(Collected data entries)

/---

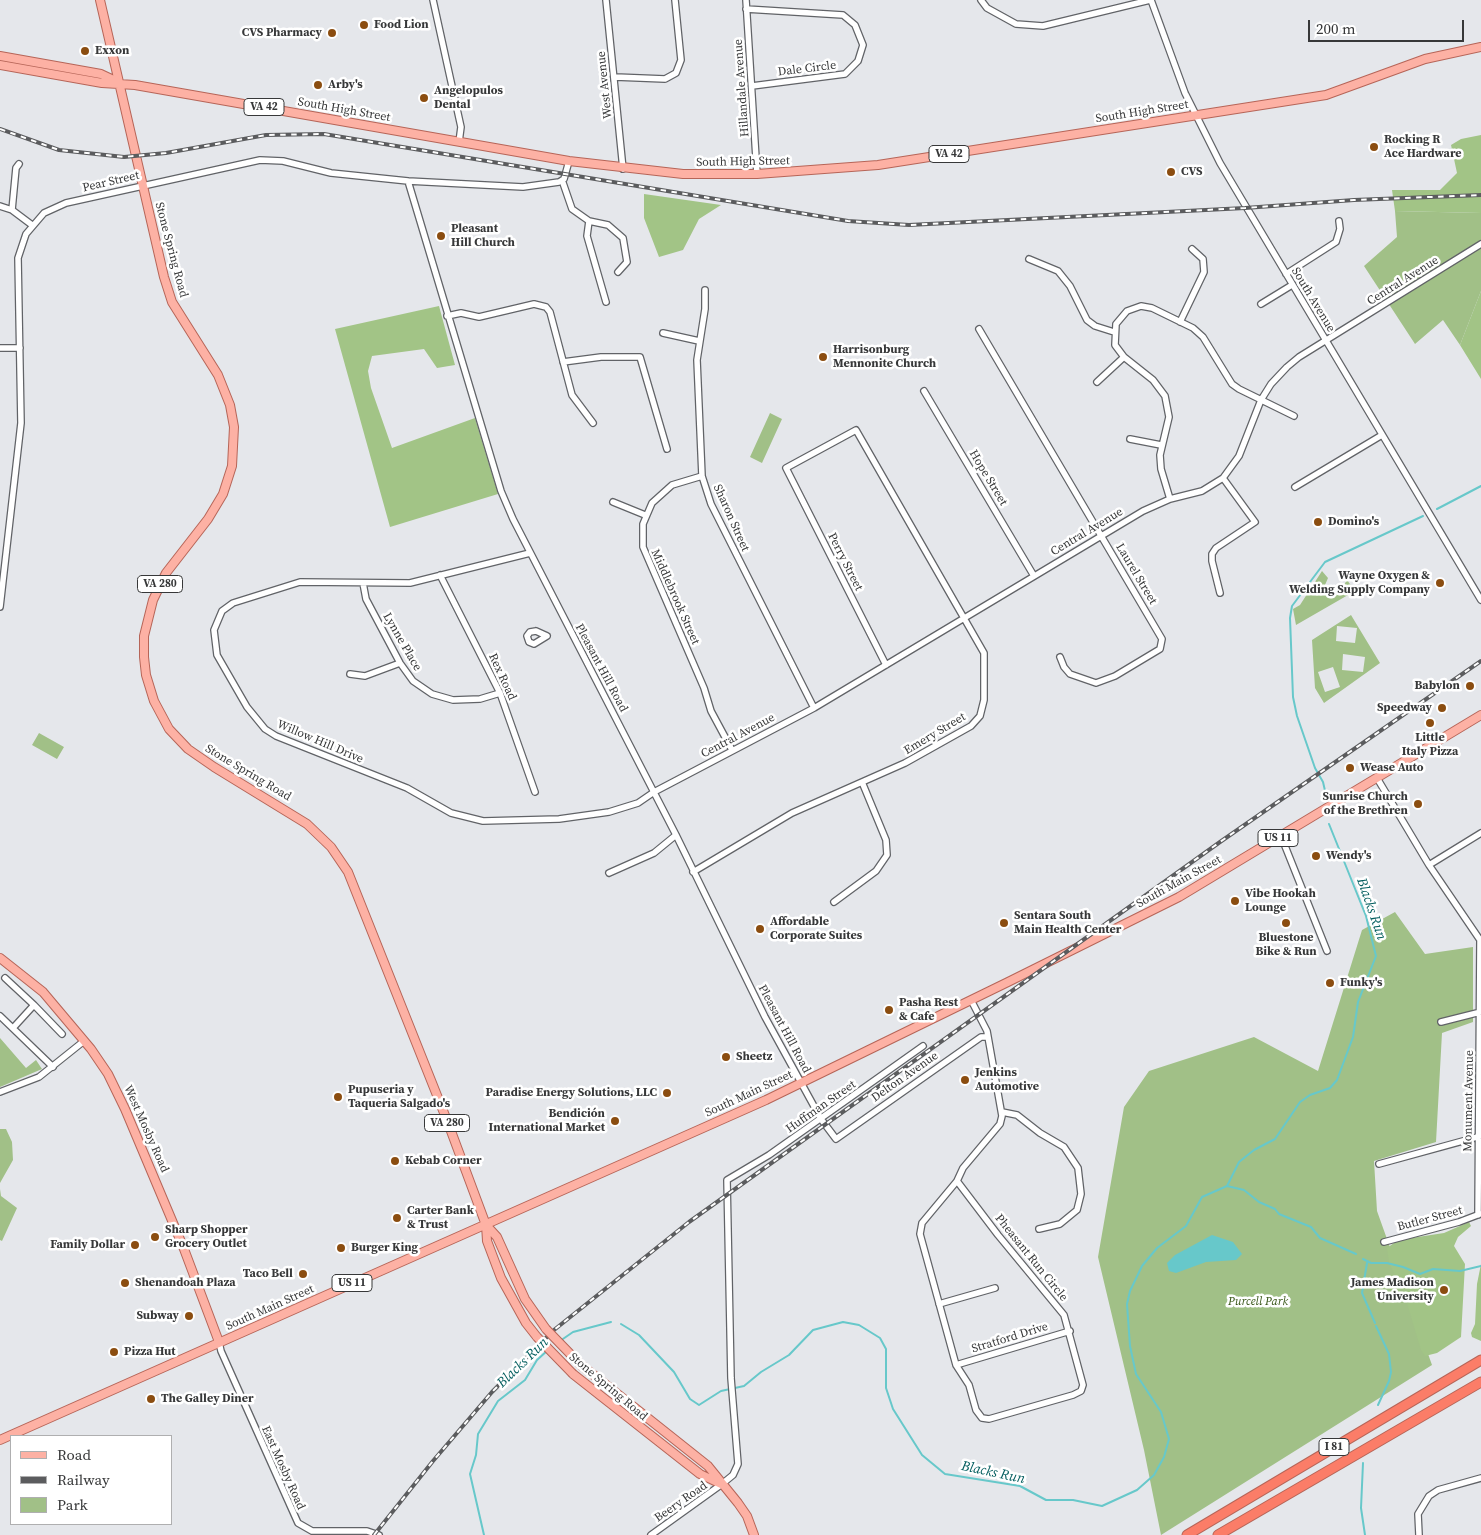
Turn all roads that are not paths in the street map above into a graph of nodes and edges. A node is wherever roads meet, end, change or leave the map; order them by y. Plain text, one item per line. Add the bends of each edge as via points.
1 (100, 0) edge
2 (433, 0) edge
3 (606, 0) edge
4 (675, 0) edge
5 (746, 0) edge
6 (981, 0) edge
7 (1151, 0) edge
8 (746, 9) junction
9 (1481, 47) edge
10 (0, 56) edge
11 (0, 66) edge
12 (615, 77) junction
13 (120, 83) junction
14 (752, 86) junction
15 (1195, 115) junction
16 (459, 142) junction
17 (569, 161) junction
18 (19, 164) dead end
19 (623, 169) junction
20 (757, 174) junction
21 (562, 180) junction
22 (408, 182) junction
23 (142, 185) junction
24 (0, 206) edge
25 (12, 210) junction
26 (589, 221) junction
27 (1339, 221) dead end
28 (32, 226) junction
29 (1481, 244) edge
30 (1192, 249) dead end
31 (1029, 260) dead end
32 (618, 272) dead end
33 (1286, 274) junction
34 (1292, 285) junction
35 (705, 290) dead end
36 (606, 302) dead end
37 (1261, 304) dead end
38 (446, 316) junction
39 (1180, 322) junction
40 (979, 329) dead end
41 (1114, 332) junction
42 (663, 333) dead end
43 (699, 341) junction
44 (1326, 342) junction
45 (0, 348) edge
46 (20, 348) junction
47 (1124, 357) junction
48 (563, 362) junction
49 (1097, 382) dead end
50 (924, 391) dead end
51 (1261, 400) junction
52 (1294, 416) dead end
53 (593, 423) dead end
54 (856, 430) joint
55 (1382, 435) junction
56 (1130, 439) dead end
57 (1161, 445) junction
58 (667, 449) dead end
59 (702, 476) junction
60 (1223, 478) junction
61 (1295, 487) dead end
62 (1170, 499) junction
63 (613, 502) dead end
64 (645, 515) junction
65 (1102, 535) junction
66 (530, 553) junction
67 (440, 576) junction
68 (1034, 576) junction
69 (363, 583) junction
70 (1220, 594) dead end
71 (1481, 600) edge
72 (0, 607) edge
73 (965, 617) junction
74 (1060, 657) dead end
75 (400, 663) junction
76 (886, 665) junction
77 (350, 674) dead end
78 (500, 693) junction
79 (814, 708) junction
80 (1481, 715) edge
81 (732, 750) junction
82 (1376, 778) junction
83 (862, 782) junction
84 (535, 792) dead end
85 (654, 792) junction
86 (1481, 833) edge
87 (676, 835) junction
88 (1281, 836) junction
89 (1430, 865) junction
90 (693, 872) junction
91 (609, 874) dead end
92 (834, 902) dead end
93 (1481, 940) edge
94 (1326, 951) dead end
95 (0, 958) edge
96 (5, 978) dead end
97 (971, 1000) junction
98 (34, 1005) junction
99 (1481, 1012) edge
100 (0, 1016) edge
101 (1441, 1022) dead end
102 (13, 1028) junction
103 (62, 1034) dead end
104 (988, 1036) junction
105 (84, 1041) junction
106 (923, 1046) dead end
107 (53, 1067) junction
108 (802, 1082) junction
109 (0, 1092) edge
110 (1002, 1112) junction
111 (821, 1119) junction
112 (1480, 1136) edge
113 (836, 1139) joint
114 (1379, 1164) dead end
115 (958, 1181) junction
116 (1479, 1215) edge
117 (486, 1225) junction
118 (1039, 1229) dead end
119 (1384, 1242) dead end
120 (995, 1288) dead end
121 (940, 1304) junction
122 (1070, 1331) junction
123 (219, 1342) junction
124 (1481, 1360) edge
125 (956, 1365) junction
126 (1481, 1382) edge
127 (11, 1435) edge
128 (1481, 1478) edge
129 (722, 1484) junction
130 (379, 1535) edge
131 (651, 1535) edge
132 (754, 1535) edge
133 (1187, 1535) edge
134 (1218, 1535) edge
135 (1419, 1535) edge

1 - 13 main road, Stone Spring Road
2 - 16 street via 461,127
3 - 12 street, West Avenue
4 - 12 street via 681,60 676,73 665,79
5 - 8 street, Hillandale Avenue
6 - 7 street via 987,8 1016,24 1043,26
7 - 15 street, South Avenue
8 - 14 street, Hillandale Avenue
8 - 14 street, Dale Circle via 843,15 855,25 863,45 858,61 844,74
9 - 15 main road, South High Street / VA 42 via 1425,59 1326,95
10 - 13 main road, VA 42 via 101,74
11 - 13 main road, South High Street / VA 42 via 102,83
12 - 19 street, West Avenue
13 - 16 main road, South High Street / VA 42
13 - 23 main road, Stone Spring Road / VA 280
14 - 20 street, Hillandale Avenue
15 - 20 main road, South High Street / VA 42 via 878,165
15 - 33 street, South Avenue via 1223,169
16 - 17 main road, South High Street / VA 42
17 - 19 main road, South High Street / VA 42
17 - 21 street
18 - 25 street
19 - 20 main road, South High Street / VA 42 via 683,174
21 - 22 street, Pear Street via 523,187
21 - 26 street via 572,209
22 - 23 street, Pear Street via 260,160
22 - 38 street, Pleasant Hill Road
23 - 28 street, Pear Street via 54,207
23 - 117 main road, Stone Spring Road / VA 280 via 172,302 218,375 230,405 234,427 232,466 223,494 166,573 152,600 144,636 144,657 154,701 169,729 198,758 293,813 331,847 344,866 358,893
24 - 25 street
25 - 28 street
26 - 32 street via 608,224 623,238 627,262
26 - 36 street via 587,236
27 - 33 street via 1339,237 1335,243
28 - 46 street, Pear Street via 22,242 18,258
29 - 44 street, Central Avenue
30 - 39 street via 1203,259 1204,272
31 - 41 street via 1060,273 1088,322
33 - 34 street, South Avenue
34 - 37 street
34 - 44 street, South Avenue
35 - 43 street, Sharon Street via 706,309
38 - 48 street via 461,313 479,317 540,304 550,312
38 - 66 street, Pleasant Hill Road via 501,491
39 - 41 street via 1152,308 1134,307 1122,315
39 - 51 street via 1203,338 1232,384
40 - 65 street, Laurel Street
41 - 47 street via 1115,345
42 - 43 street
43 - 59 street, Sharon Street
44 - 51 street, Central Avenue via 1287,368
44 - 55 street, South Avenue
45 - 46 street
46 - 72 street, Pear Street via 21,423
47 - 49 street
47 - 57 street via 1153,380 1165,396 1169,417
48 - 53 street via 573,398
48 - 58 street via 601,357 640,357
50 - 68 street, Hope Street
51 - 52 street
51 - 60 street, Central Avenue via 1239,456
54 - 73 street, Emery Street
54 - 76 street, Perry Street via 786,468
55 - 61 street
55 - 71 street, South Avenue
56 - 57 street
57 - 62 street via 1161,470
59 - 64 street via 672,484 652,503
59 - 79 street, Sharon Street via 711,504
60 - 62 street, Central Avenue via 1202,491
60 - 70 street via 1255,519 1254,524 1216,548 1212,554
62 - 65 street, Central Avenue
63 - 64 street
64 - 81 street, Middlebrook Street via 644,553 704,688 711,711
65 - 68 street, Central Avenue
65 - 74 street, Laurel Street via 1160,633 1162,644 1155,652 1115,676 1096,683 1070,674
66 - 67 street, Willow Hill Drive
66 - 85 street, Pleasant Hill Road
67 - 69 street, Willow Hill Drive via 410,583
67 - 78 street, Rex Road
68 - 73 street, Central Avenue
69 - 75 street, Lynne Place via 366,598
69 - 85 street, Willow Hill Drive via 300,582 233,603 222,611 214,630 217,655 247,707 276,736 407,788 451,813 483,821 559,819 609,812 638,803
73 - 76 street, Central Avenue
73 - 83 street, Emery Street via 984,654 984,700 980,716 971,726 905,763
75 - 77 street via 365,676
75 - 78 street, Lynne Place via 413,681 432,694 453,700 480,699
76 - 79 street, Central Avenue
78 - 84 street, Rex Road
79 - 81 street, Central Avenue
80 - 82 main road, South Main Street / US 11
81 - 85 street, Central Avenue
82 - 88 main road, South Main Street / US 11
82 - 89 street, Monument Avenue
83 - 90 street, Emery Street via 792,813
83 - 92 street via 886,840 886,855 876,871
85 - 87 street, Pleasant Hill Road
86 - 89 street
87 - 90 street, Pleasant Hill Road
87 - 91 street via 654,853
88 - 94 street
88 - 97 main road, South Main Street / US 11 via 1159,908
89 - 93 street, Monument Avenue
90 - 108 street, Pleasant Hill Road
93 - 99 street, Monument Avenue
95 - 105 main road, West Mosby Road via 38,988
96 - 98 street
97 - 104 street
97 - 108 main road, South Main Street / US 11
98 - 102 street
98 - 103 street
99 - 101 street
99 - 112 street, Monument Avenue
100 - 102 street
102 - 107 street
104 - 110 street
104 - 113 street, Delton Avenue via 981,1037
105 - 107 street
105 - 123 main road, West Mosby Road via 120,1096
106 - 111 street, Huffman Street
107 - 109 street via 30,1082
108 - 111 street, Pleasant Hill Road
108 - 117 main road, South Main Street / US 11
110 - 115 street via 1000,1124 963,1168
110 - 118 street via 1018,1115 1040,1134 1064,1147 1078,1168 1082,1194 1077,1210 1060,1224
111 - 113 street, Pleasant Hill Road
111 - 129 street, Huffman Street via 727,1180 731,1378 738,1464 733,1475
112 - 114 street
112 - 116 street, Monument Avenue
115 - 121 street, Pheasant Run Circle via 920,1231
115 - 122 street, Pheasant Run Circle via 1064,1315
116 - 119 street, Butler Street
117 - 123 main road, South Main Street / US 11
117 - 129 main road, Stone Spring Road / VA 280, bridge via 497,1237 525,1298 546,1330 581,1366 708,1466
117 - 129 main road, Stone Spring Road / VA 280, bridge via 487,1241 501,1278 537,1337 573,1374 700,1474
120 - 121 street
121 - 125 street, Pheasant Run Circle
122 - 125 street, Stratford Drive
122 - 125 street, Pheasant Run Circle via 1084,1385 1073,1396 989,1419 982,1418
123 - 127 main road, South Main Street / US 11
123 - 130 street, East Mosby Road via 298,1523 312,1531 367,1531
124 - 133 highway, I 81
126 - 134 highway, I 81
128 - 135 street via 1438,1490 1429,1496 1418,1514
129 - 131 street, Beery Road
129 - 132 main road, Stone Spring Road / VA 280 via 747,1516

\---

What you have to do: Which of the lines in the data hold the string "Pheasant"? Report each of them by copying it.

Answer to the exercise:
115 - 121 street, Pheasant Run Circle via 920,1231
115 - 122 street, Pheasant Run Circle via 1064,1315
121 - 125 street, Pheasant Run Circle
122 - 125 street, Pheasant Run Circle via 1084,1385 1073,1396 989,1419 982,1418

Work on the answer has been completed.